Le jeudi 28 septembre 1989.

Modestie, humilité, pudeur… Jean Barrué n’aimait ni parler de lui ni qu’on parle de lui. Il se considérait comme un militant politique tout ce qu’il y a de plus ordinaire et de plus banal ; et tout ce qu’il avait vécu, fait et écrit lui semblait simplement aller de soi. De ce fait, il n’a jamais voulu écrire ses mémoires — quel intérêt à cela nous disait-il à chaque fois que nous remettions la question sur le tapis — et il souhaitait qu’après sa mort on ne consacre à « l’événement » que quelques lignes.

Quelques lignes !

Mais comment faire tenir en quelques lignes l’essentiel de l’itinéraire politique d’un homme qui, après avoir été l’un des premiers membres du Parti communiste français, né rappelons-le après la scission du congrès de Tours de la SFIO en 1920, milita à la CGTU, puis à la CGT après la réunification de 1936, puis à la CNTF après la Seconde Guerre mondiale, puis à la Fédération anarchiste, puis à l’Union des anarchistes ? Comment faire tenir en quelques lignes l’essentiel d’une pensée qui, à travers plusieurs livres et une foultitude d’articles écrits ici et là pendant plus de cinquante ans, recouvre un véritable continent de problématiques en tous genres ? Comment faire tenir en quelques lignes le respect, la reconnaissance et l’amitié que moi et combien d’autres encore éprouvons à jamais à l’encontre d’un tel camarade ? Désolé Jean c’est impossible.
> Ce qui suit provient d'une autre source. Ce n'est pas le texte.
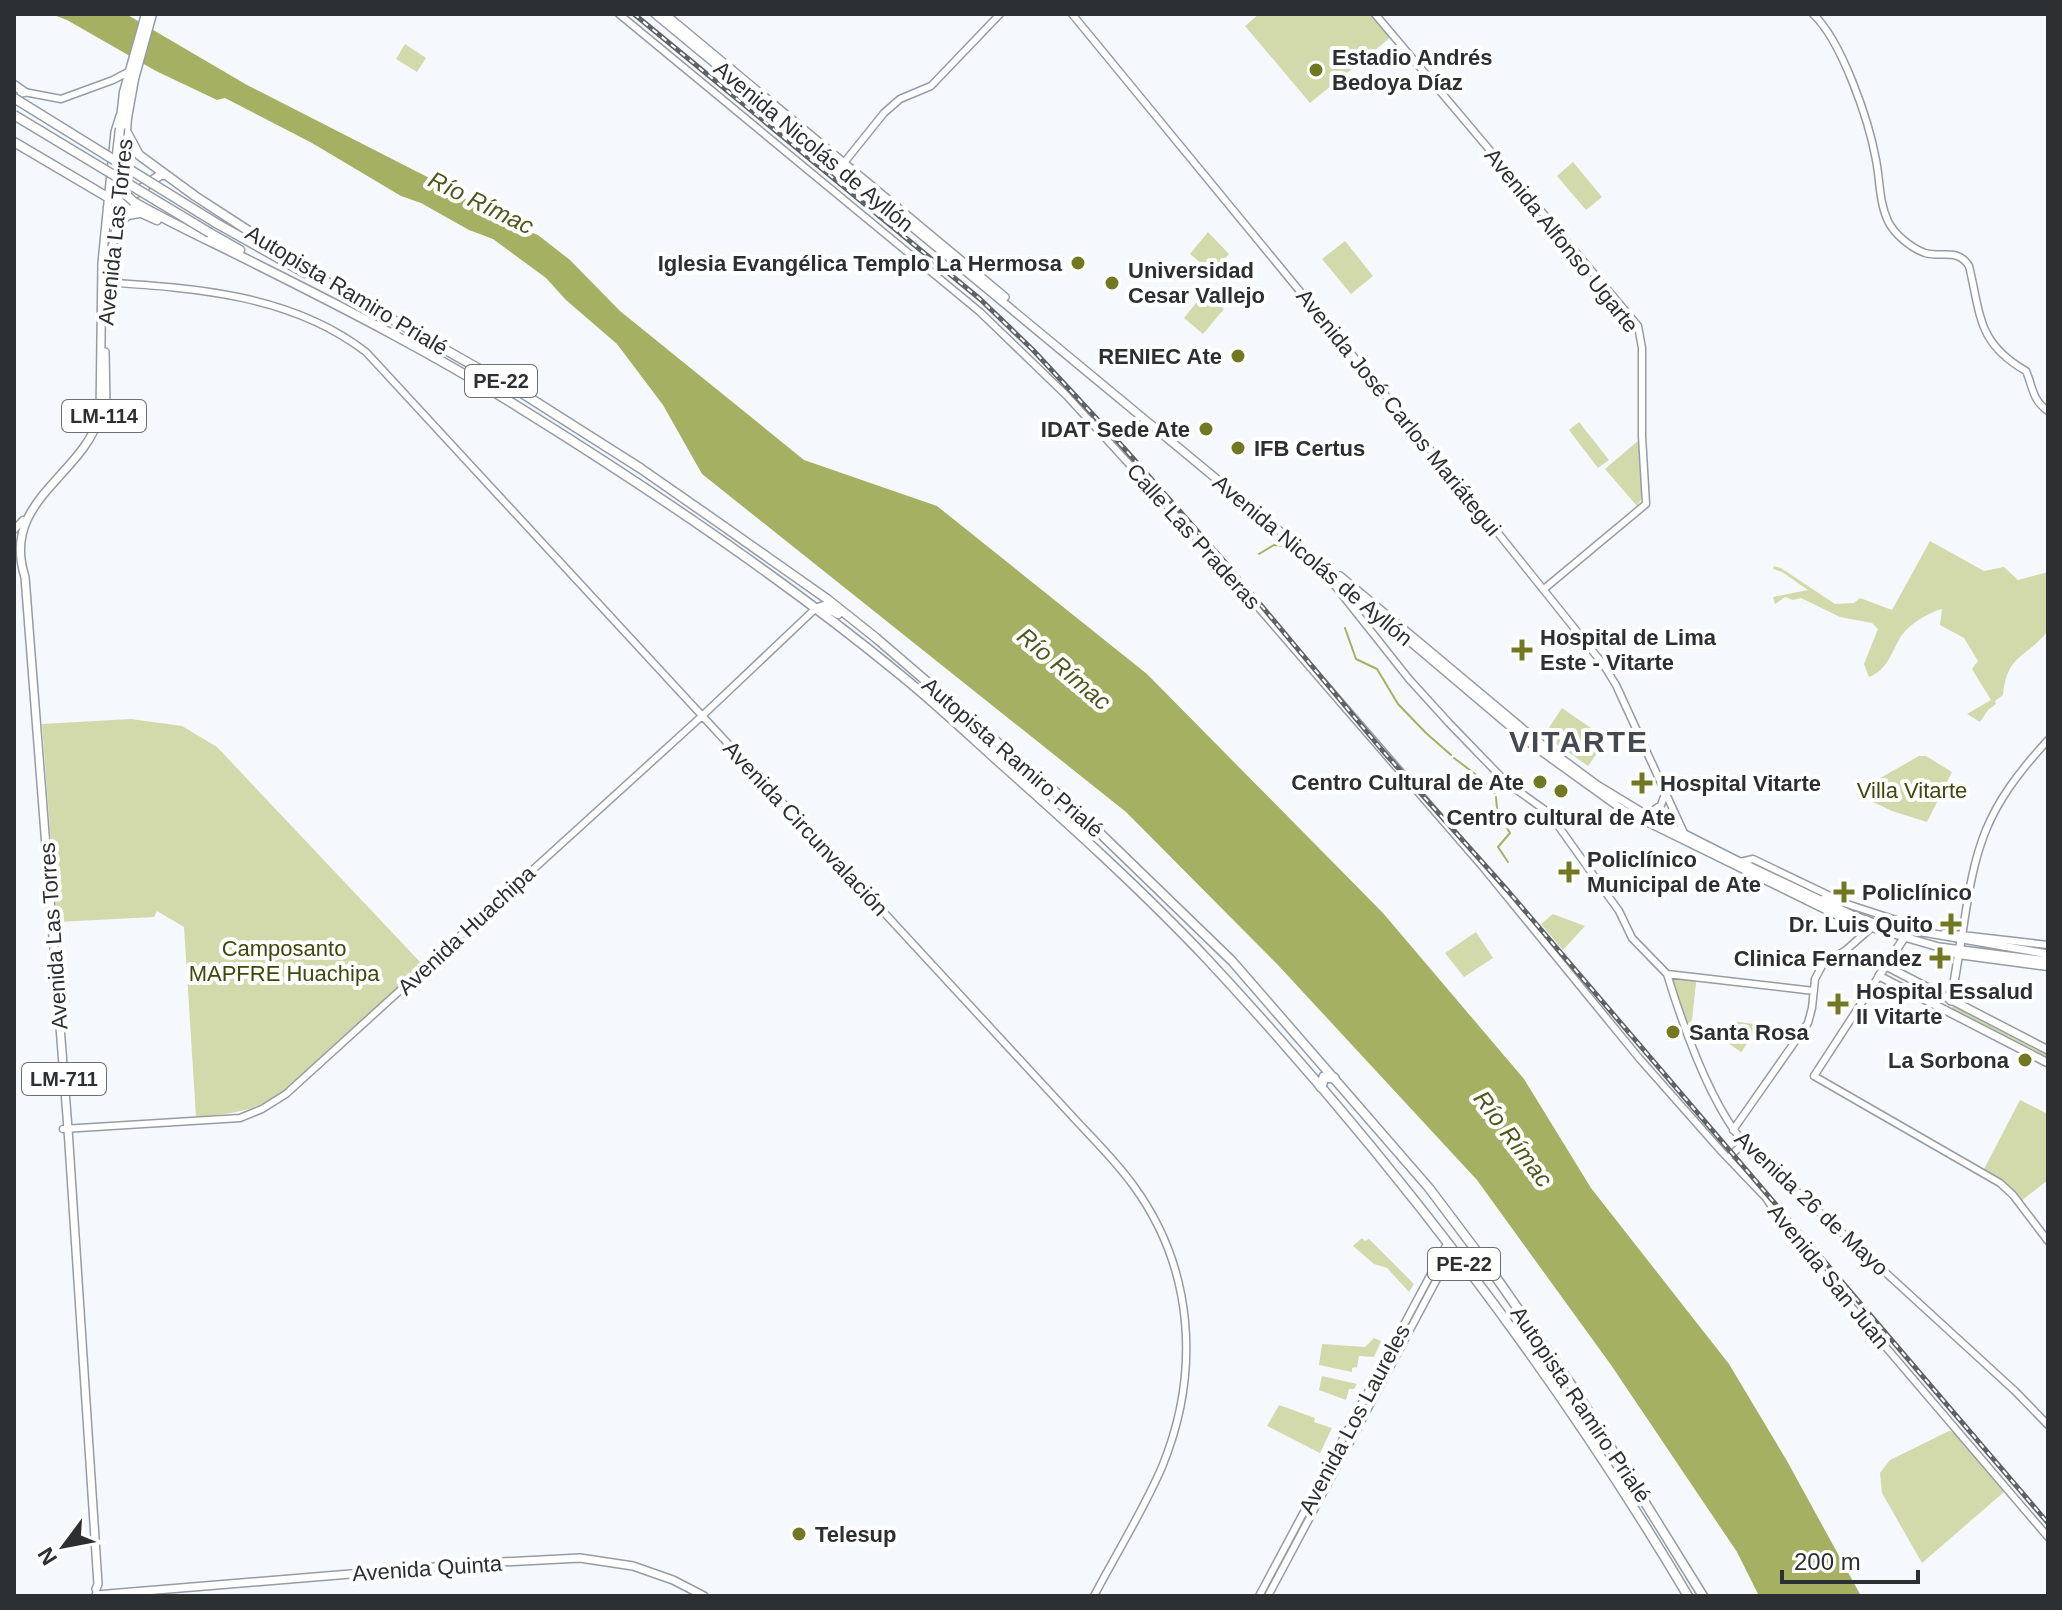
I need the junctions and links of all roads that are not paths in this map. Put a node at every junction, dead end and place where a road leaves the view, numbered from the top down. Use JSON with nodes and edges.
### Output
{"nodes":[{"id":1,"x":619,"y":14,"type":"edge"},
{"id":2,"x":655,"y":14,"type":"edge"},
{"id":3,"x":665,"y":14,"type":"edge"},
{"id":4,"x":1000,"y":14,"type":"edge"},
{"id":5,"x":1072,"y":14,"type":"edge"},
{"id":6,"x":1375,"y":14,"type":"edge"},
{"id":7,"x":1813,"y":14,"type":"edge"},
{"id":8,"x":149,"y":16,"type":"edge"},
{"id":9,"x":132,"y":70,"type":"junction"},
{"id":10,"x":104,"y":84,"type":"junction"},
{"id":11,"x":14,"y":85,"type":"edge"},
{"id":12,"x":24,"y":92,"type":"junction"},
{"id":13,"x":127,"y":94,"type":"junction"},
{"id":14,"x":14,"y":99,"type":"edge"},
{"id":15,"x":121,"y":114,"type":"junction"},
{"id":16,"x":14,"y":115,"type":"edge"},
{"id":17,"x":123,"y":130,"type":"junction"},
{"id":18,"x":14,"y":142,"type":"edge"},
{"id":19,"x":842,"y":165,"type":"junction"},
{"id":20,"x":165,"y":175,"type":"junction"},
{"id":21,"x":109,"y":198,"type":"junction"},
{"id":22,"x":122,"y":199,"type":"junction"},
{"id":23,"x":891,"y":206,"type":"junction"},
{"id":24,"x":141,"y":214,"type":"junction"},
{"id":25,"x":116,"y":224,"type":"junction"},
{"id":26,"x":260,"y":266,"type":"junction"},
{"id":27,"x":104,"y":282,"type":"junction"},
{"id":28,"x":335,"y":287,"type":"junction"},
{"id":29,"x":328,"y":300,"type":"junction"},
{"id":30,"x":2048,"y":411,"type":"edge"},
{"id":31,"x":18,"y":521,"type":"edge"},
{"id":32,"x":16,"y":534,"type":"edge"},
{"id":33,"x":17,"y":548,"type":"edge"},
{"id":34,"x":1315,"y":561,"type":"junction"},
{"id":35,"x":1544,"y":589,"type":"junction"},
{"id":36,"x":815,"y":609,"type":"junction"},
{"id":37,"x":876,"y":638,"type":"junction"},
{"id":38,"x":702,"y":716,"type":"junction"},
{"id":39,"x":2048,"y":740,"type":"edge"},
{"id":40,"x":1665,"y":794,"type":"junction"},
{"id":41,"x":1647,"y":815,"type":"junction"},
{"id":42,"x":1684,"y":833,"type":"junction"},
{"id":43,"x":1740,"y":862,"type":"junction"},
{"id":44,"x":1815,"y":897,"type":"junction"},
{"id":45,"x":1842,"y":902,"type":"junction"},
{"id":46,"x":1871,"y":928,"type":"junction"},
{"id":47,"x":1937,"y":933,"type":"junction"},
{"id":48,"x":1904,"y":938,"type":"junction"},
{"id":49,"x":2021,"y":942,"type":"junction"},
{"id":50,"x":1960,"y":944,"type":"junction"},
{"id":51,"x":2048,"y":945,"type":"edge"},
{"id":52,"x":2005,"y":951,"type":"junction"},
{"id":53,"x":2048,"y":954,"type":"edge"},
{"id":54,"x":2048,"y":961,"type":"edge"},
{"id":55,"x":2020,"y":963,"type":"junction"},
{"id":56,"x":1886,"y":966,"type":"junction"},
{"id":57,"x":2048,"y":967,"type":"edge"},
{"id":58,"x":1667,"y":974,"type":"junction"},
{"id":59,"x":1879,"y":976,"type":"junction"},
{"id":60,"x":1814,"y":991,"type":"junction"},
{"id":61,"x":1951,"y":1000,"type":"junction"},
{"id":62,"x":1948,"y":1011,"type":"junction"},
{"id":63,"x":1606,"y":1018,"type":"joint"},
{"id":64,"x":2048,"y":1050,"type":"edge"},
{"id":65,"x":2048,"y":1063,"type":"edge"},
{"id":66,"x":1334,"y":1078,"type":"junction"},
{"id":67,"x":1321,"y":1087,"type":"junction"},
{"id":68,"x":65,"y":1129,"type":"junction"},
{"id":69,"x":1733,"y":1130,"type":"junction"},
{"id":70,"x":1744,"y":1143,"type":"junction"},
{"id":71,"x":1728,"y":1158,"type":"junction"},
{"id":72,"x":2047,"y":1240,"type":"edge"},
{"id":73,"x":1451,"y":1246,"type":"junction"},
{"id":74,"x":1531,"y":1328,"type":"junction"},
{"id":75,"x":1519,"y":1337,"type":"junction"},
{"id":76,"x":2048,"y":1425,"type":"edge"},
{"id":77,"x":2048,"y":1537,"type":"edge"},
{"id":78,"x":96,"y":1593,"type":"edge"},
{"id":79,"x":704,"y":1596,"type":"edge"},
{"id":80,"x":1094,"y":1596,"type":"edge"},
{"id":81,"x":1259,"y":1596,"type":"edge"},
{"id":82,"x":1268,"y":1596,"type":"edge"},
{"id":83,"x":1688,"y":1596,"type":"edge"},
{"id":84,"x":1703,"y":1596,"type":"edge"}],
"edges":[{"from":1,"to":63,"type":"street","name":"Calle Las Praderas"},
{"from":2,"to":19,"type":"main road","name":"Avenida Nicolás de Ayllón"},
{"from":3,"to":19,"type":"main road","name":"Avenida Nicolás de Ayllón"},
{"from":4,"to":19,"type":"street"},
{"from":5,"to":35,"type":"street","name":"Avenida José Carlos Mariátegui"},
{"from":6,"to":35,"type":"street","name":"Avenida Alfonso Ugarte"},
{"from":7,"to":30,"type":"street"},
{"from":8,"to":9,"type":"highway","name":"Avenida Las Torres","number":"PE-22"},
{"from":9,"to":10,"type":"street"},
{"from":9,"to":13,"type":"highway","name":"Avenida Las Torres","number":"PE-22"},
{"from":10,"to":12,"type":"street"},
{"from":10,"to":13,"type":"street"},
{"from":11,"to":12,"type":"highway"},
{"from":12,"to":14,"type":"street"},
{"from":13,"to":15,"type":"highway","name":"Avenida Las Torres","number":"PE-22"},
{"from":13,"to":17,"type":"highway","name":"Avenida Las Torres","number":"PE-22"},
{"from":14,"to":28,"type":"highway","bridge":true},
{"from":15,"to":17,"type":"highway","number":"PE-22"},
{"from":15,"to":21,"type":"main road","name":"Avenida Las Torres","number":"LM-114"},
{"from":16,"to":29,"type":"highway","bridge":true},
{"from":17,"to":20,"type":"highway","name":"Autopista Ramiro Prialé","number":"PE-22"},
{"from":17,"to":22,"type":"main road","name":"Avenida Las Torres","number":"LM-114"},
{"from":17,"to":26,"type":"highway","name":"Autopista Ramiro Prialé","number":"PE-22","bridge":true},
{"from":18,"to":21,"type":"highway"},
{"from":19,"to":23,"type":"main road","name":"Avenida Nicolás de Ayllón"},
{"from":20,"to":22,"type":"highway"},
{"from":20,"to":28,"type":"highway","name":"Autopista Ramiro Prialé","number":"PE-22"},
{"from":21,"to":22,"type":"highway"},
{"from":21,"to":27,"type":"main road","name":"Avenida Las Torres","number":"LM-114"},
{"from":22,"to":24,"type":"highway"},
{"from":22,"to":25,"type":"main road","name":"Avenida Las Torres","number":"LM-114"},
{"from":23,"to":34,"type":"main road","name":"Avenida Nicolás de Ayllón"},
{"from":23,"to":41,"type":"main road","name":"Avenida Nicolás de Ayllón"},
{"from":24,"to":25,"type":"highway"},
{"from":24,"to":26,"type":"highway"},
{"from":25,"to":27,"type":"main road","name":"Avenida Las Torres","number":"LM-114"},
{"from":26,"to":29,"type":"highway","name":"Autopista Ramiro Prialé","number":"PE-22"},
{"from":27,"to":31,"type":"main road","name":"Avenida Las Torres","number":"LM-114"},
{"from":27,"to":31,"type":"main road","name":"Avenida Las Torres","number":"LM-114"},
{"from":27,"to":38,"type":"street","name":"Avenida Circunvalación"},
{"from":28,"to":37,"type":"highway","name":"Autopista Ramiro Prialé","number":"PE-22"},
{"from":29,"to":36,"type":"highway","name":"Autopista Ramiro Prialé","number":"PE-22"},
{"from":31,"to":32,"type":"main road","name":"Avenida Las Torres","number":"LM-711"},
{"from":32,"to":33,"type":"main road","name":"Avenida Las Torres","number":"LM-711"},
{"from":33,"to":68,"type":"main road","name":"Avenida Las Torres","number":"LM-711"},
{"from":34,"to":46,"type":"main road","name":"Avenida Nicolás de Ayllón"},
{"from":34,"to":58,"type":"street"},
{"from":35,"to":40,"type":"street","name":"Avenida José Carlos Mariátegui"},
{"from":36,"to":37,"type":"highway"},
{"from":36,"to":38,"type":"street","name":"Avenida Huachipa"},
{"from":36,"to":67,"type":"highway","name":"Autopista Ramiro Prialé","number":"PE-22"},
{"from":37,"to":66,"type":"highway","name":"Autopista Ramiro Prialé","number":"PE-22"},
{"from":38,"to":68,"type":"street","name":"Avenida Huachipa"},
{"from":38,"to":80,"type":"street","name":"Avenida Circunvalación"},
{"from":39,"to":50,"type":"street"},
{"from":40,"to":41,"type":"street"},
{"from":40,"to":42,"type":"street","name":"Avenida José Carlos Mariátegui"},
{"from":41,"to":42,"type":"main road","name":"Avenida Nicolás de Ayllón"},
{"from":42,"to":43,"type":"main road","name":"Avenida Nicolás de Ayllón"},
{"from":43,"to":44,"type":"main road","name":"Avenida Nicolás de Ayllón"},
{"from":43,"to":45,"type":"street"},
{"from":44,"to":45,"type":"main road"},
{"from":44,"to":47,"type":"main road","name":"Avenida Nicolás de Ayllón"},
{"from":45,"to":47,"type":"street"},
{"from":46,"to":48,"type":"main road","name":"Avenida Nicolás de Ayllón"},
{"from":46,"to":60,"type":"street"},
{"from":47,"to":50,"type":"main road","name":"Avenida Nicolás de Ayllón"},
{"from":48,"to":50,"type":"main road","name":"Avenida Nicolás de Ayllón"},
{"from":48,"to":56,"type":"main road"},
{"from":49,"to":50,"type":"street"},
{"from":49,"to":51,"type":"street"},
{"from":49,"to":52,"type":"main road"},
{"from":50,"to":52,"type":"main road","name":"Avenida Nicolás de Ayllón"},
{"from":50,"to":55,"type":"street"},
{"from":50,"to":61,"type":"main road"},
{"from":52,"to":53,"type":"main road","name":"Avenida Nicolás de Ayllón"},
{"from":52,"to":54,"type":"main road","name":"Avenida Nicolás de Ayllón"},
{"from":52,"to":55,"type":"main road"},
{"from":55,"to":57,"type":"street"},
{"from":56,"to":59,"type":"main road"},
{"from":56,"to":61,"type":"main road"},
{"from":58,"to":60,"type":"street"},
{"from":58,"to":69,"type":"street","name":"Avenida 26 de Mayo"},
{"from":59,"to":62,"type":"main road"},
{"from":59,"to":72,"type":"street"},
{"from":60,"to":69,"type":"street"},
{"from":61,"to":62,"type":"main road"},
{"from":61,"to":64,"type":"main road"},
{"from":62,"to":65,"type":"main road"},
{"from":63,"to":71,"type":"street","name":"Avenida San Juan"},
{"from":66,"to":67,"type":"highway"},
{"from":66,"to":74,"type":"highway","name":"Autopista Ramiro Prialé","number":"PE-22"},
{"from":67,"to":73,"type":"highway","name":"Autopista Ramiro Prialé","number":"PE-22"},
{"from":68,"to":78,"type":"main road","name":"Avenida Las Torres","number":"LM-711"},
{"from":69,"to":70,"type":"street","name":"Avenida 26 de Mayo"},
{"from":70,"to":71,"type":"street"},
{"from":70,"to":76,"type":"street","name":"Avenida 26 de Mayo"},
{"from":71,"to":77,"type":"street","name":"Avenida San Juan"},
{"from":73,"to":75,"type":"highway","name":"Autopista Ramiro Prialé","number":"PE-22"},
{"from":73,"to":81,"type":"street","name":"Avenida Los Laureles"},
{"from":73,"to":82,"type":"street","name":"Avenida Los Laureles"},
{"from":74,"to":75,"type":"highway"},
{"from":74,"to":84,"type":"highway","name":"Autopista Ramiro Prialé","number":"PE-22"},
{"from":75,"to":83,"type":"highway","name":"Autopista Ramiro Prialé","number":"PE-22"},
{"from":78,"to":79,"type":"main road","name":"Avenida Quinta"}]}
Pour l’heure, parce que tu m’honorais de ton amitié, parce que c’est à toi, à tes encouragements et à ta rude opiniâtreté que je dois l’extraordinaire voyage que j’ai commencé il y a une quinzaine d’années au pays de l’écriture, et parce que c’est à ta richesse politique et humaine que j’ai abreuvé ma révolte et mon espoir de jeune chien fou soixante-huitard, je respecterai tes dernières volontés et n’écrirai pas les pages et les pages que j’aurais aimé écrire sur toi.

Reproduire, en la complétant, la note que t’avais consacré Jean Maitron dans le tome 18 du Dictionnaire biographique du mouvement ouvrier et te laisser la parole, en arrachant quelques phrases à ton œuvre écrite, seront les seuls poteaux d’angle que nous planterons aux quatre coins de notre peine. Mais ne t’y trompe pas, dans la grande bibliothèque de l’histoire humaine ce ne sont ni les auteurs ni les bibliothécaires qui décident : ce sont les lecteurs. Et, ne t’en déplaise, tu n’a pas fini d’en avoir !

Jean-Marc Raynaud



Né le 16 août 1902 à Bordeaux (Gironde) ; agrégé de mathématiques et professeur ; militant anarchiste.

De souche paysanne et occitane (Béarn, Gers, Aveyron), Jean Barrué suivit les cours du lycée de Bordeaux jusqu’en juillet 1922 puis, de 1922 à 1926, fit des études supérieures de mathématiques à Paris. Agrégé en juillet 1926, il exerça comme professeur au lycée de Mont-de-Marsan (Landes) durant les années scolaires 1927-1928 et 1928-1929, puis au lycée d’Angoulême (Charente) en 1929-1930 et 1930-1931, enfin comme professeur de mathématiques supérieures au lycée Michel-Montaigne de Bordeaux, avec une interruption de septembre 1939 à juin 1945 (guerre et captivité) jusqu’à son départ à la retraite, en juillet 1966.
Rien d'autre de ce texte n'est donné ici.